Problem details — Before you write out the listing, remove the pictures; everything else stays exactly as it is.

───── Working data ─────

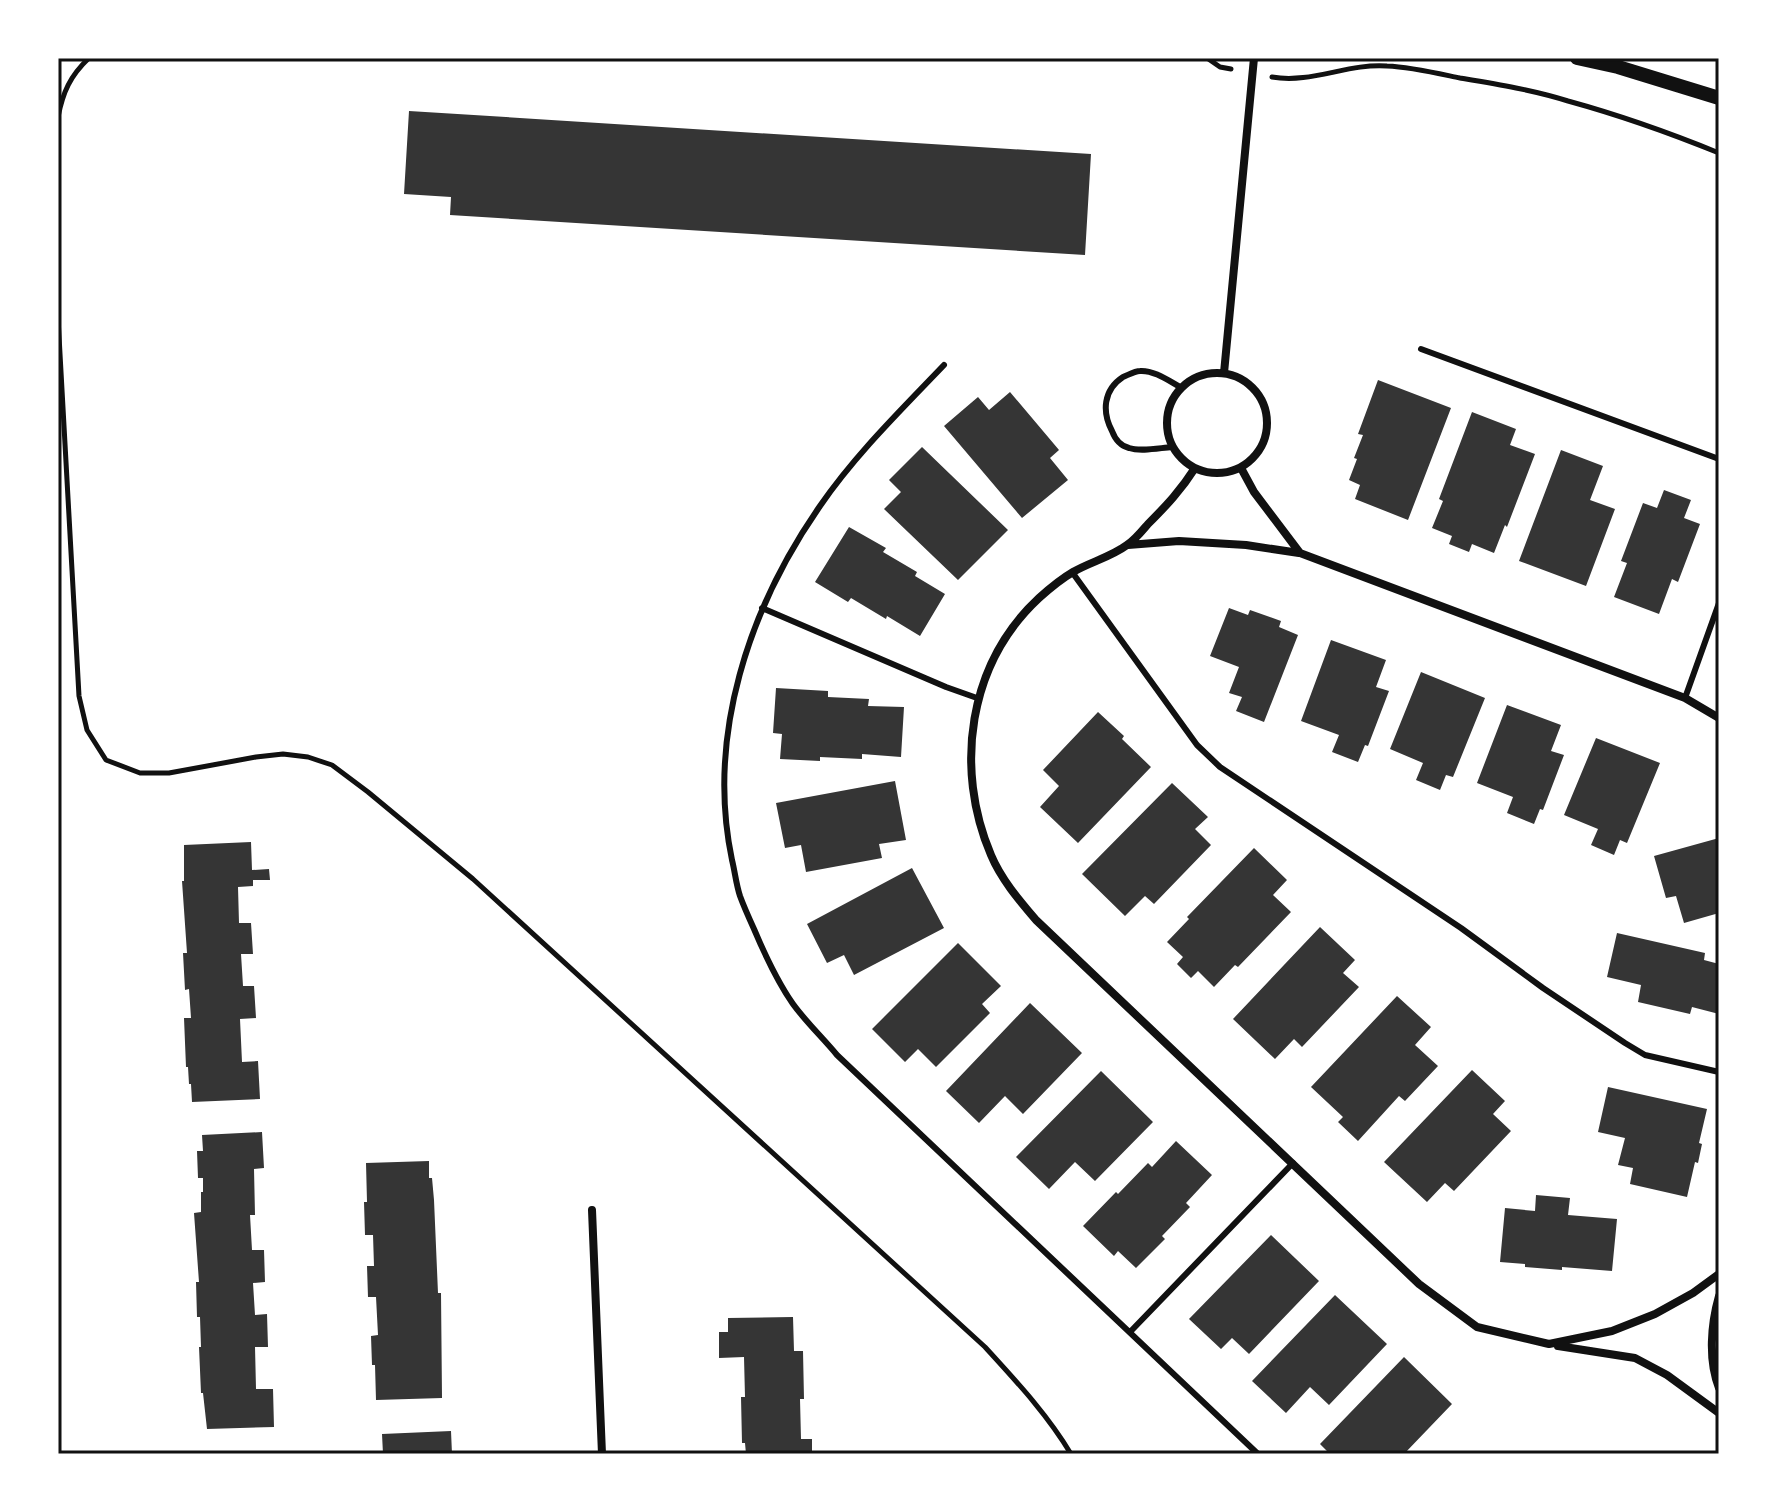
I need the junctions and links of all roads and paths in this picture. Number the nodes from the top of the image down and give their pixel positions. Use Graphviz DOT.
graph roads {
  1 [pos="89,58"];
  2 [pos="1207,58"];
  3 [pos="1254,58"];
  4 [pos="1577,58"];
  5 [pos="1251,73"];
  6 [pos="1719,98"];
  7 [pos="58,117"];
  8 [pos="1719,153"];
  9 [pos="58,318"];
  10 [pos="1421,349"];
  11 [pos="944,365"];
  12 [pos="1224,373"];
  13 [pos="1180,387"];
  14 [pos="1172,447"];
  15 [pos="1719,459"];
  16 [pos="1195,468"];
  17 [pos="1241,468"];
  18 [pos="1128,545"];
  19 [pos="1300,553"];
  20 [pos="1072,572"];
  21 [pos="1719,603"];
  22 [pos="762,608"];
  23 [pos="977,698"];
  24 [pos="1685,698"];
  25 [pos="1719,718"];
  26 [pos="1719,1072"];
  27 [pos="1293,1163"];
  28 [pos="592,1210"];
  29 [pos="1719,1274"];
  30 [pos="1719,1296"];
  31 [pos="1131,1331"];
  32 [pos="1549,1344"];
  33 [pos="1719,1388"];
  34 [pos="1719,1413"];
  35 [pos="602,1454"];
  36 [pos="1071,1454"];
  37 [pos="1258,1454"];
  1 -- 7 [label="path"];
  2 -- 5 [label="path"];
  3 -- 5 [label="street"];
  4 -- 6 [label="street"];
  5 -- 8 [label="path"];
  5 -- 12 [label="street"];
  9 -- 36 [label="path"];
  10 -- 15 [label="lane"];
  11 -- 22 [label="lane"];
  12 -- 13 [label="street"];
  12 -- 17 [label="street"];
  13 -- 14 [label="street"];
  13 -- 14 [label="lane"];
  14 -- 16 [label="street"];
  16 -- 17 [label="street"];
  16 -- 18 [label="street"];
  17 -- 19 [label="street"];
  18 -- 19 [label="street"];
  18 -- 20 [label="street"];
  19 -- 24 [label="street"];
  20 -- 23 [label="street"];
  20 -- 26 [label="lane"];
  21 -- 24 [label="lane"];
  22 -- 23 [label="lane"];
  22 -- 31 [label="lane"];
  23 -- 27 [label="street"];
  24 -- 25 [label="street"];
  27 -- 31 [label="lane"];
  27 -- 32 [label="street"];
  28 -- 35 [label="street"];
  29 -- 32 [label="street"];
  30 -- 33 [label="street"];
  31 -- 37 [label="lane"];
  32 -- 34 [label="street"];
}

─────

Exercise result —
I need the junctions and links of all roads and paths in this picture. Number the nodes from the top of the image down and give their pixel positions. Use Graphviz DOT.
graph roads {
  1 [pos="89,58"];
  2 [pos="1207,58"];
  3 [pos="1254,58"];
  4 [pos="1577,58"];
  5 [pos="1251,73"];
  6 [pos="1719,98"];
  7 [pos="58,117"];
  8 [pos="1719,153"];
  9 [pos="58,318"];
  10 [pos="1421,349"];
  11 [pos="944,365"];
  12 [pos="1224,373"];
  13 [pos="1180,387"];
  14 [pos="1172,447"];
  15 [pos="1719,459"];
  16 [pos="1195,468"];
  17 [pos="1241,468"];
  18 [pos="1128,545"];
  19 [pos="1300,553"];
  20 [pos="1072,572"];
  21 [pos="1719,603"];
  22 [pos="762,608"];
  23 [pos="977,698"];
  24 [pos="1685,698"];
  25 [pos="1719,718"];
  26 [pos="1719,1072"];
  27 [pos="1293,1163"];
  28 [pos="592,1210"];
  29 [pos="1719,1274"];
  30 [pos="1719,1296"];
  31 [pos="1131,1331"];
  32 [pos="1549,1344"];
  33 [pos="1719,1388"];
  34 [pos="1719,1413"];
  35 [pos="602,1454"];
  36 [pos="1071,1454"];
  37 [pos="1258,1454"];
  1 -- 7 [label="path"];
  2 -- 5 [label="path"];
  3 -- 5 [label="street"];
  4 -- 6 [label="street"];
  5 -- 8 [label="path"];
  5 -- 12 [label="street"];
  9 -- 36 [label="path"];
  10 -- 15 [label="lane"];
  11 -- 22 [label="lane"];
  12 -- 13 [label="street"];
  12 -- 17 [label="street"];
  13 -- 14 [label="street"];
  13 -- 14 [label="lane"];
  14 -- 16 [label="street"];
  16 -- 17 [label="street"];
  16 -- 18 [label="street"];
  17 -- 19 [label="street"];
  18 -- 19 [label="street"];
  18 -- 20 [label="street"];
  19 -- 24 [label="street"];
  20 -- 23 [label="street"];
  20 -- 26 [label="lane"];
  21 -- 24 [label="lane"];
  22 -- 23 [label="lane"];
  22 -- 31 [label="lane"];
  23 -- 27 [label="street"];
  24 -- 25 [label="street"];
  27 -- 31 [label="lane"];
  27 -- 32 [label="street"];
  28 -- 35 [label="street"];
  29 -- 32 [label="street"];
  30 -- 33 [label="street"];
  31 -- 37 [label="lane"];
  32 -- 34 [label="street"];
}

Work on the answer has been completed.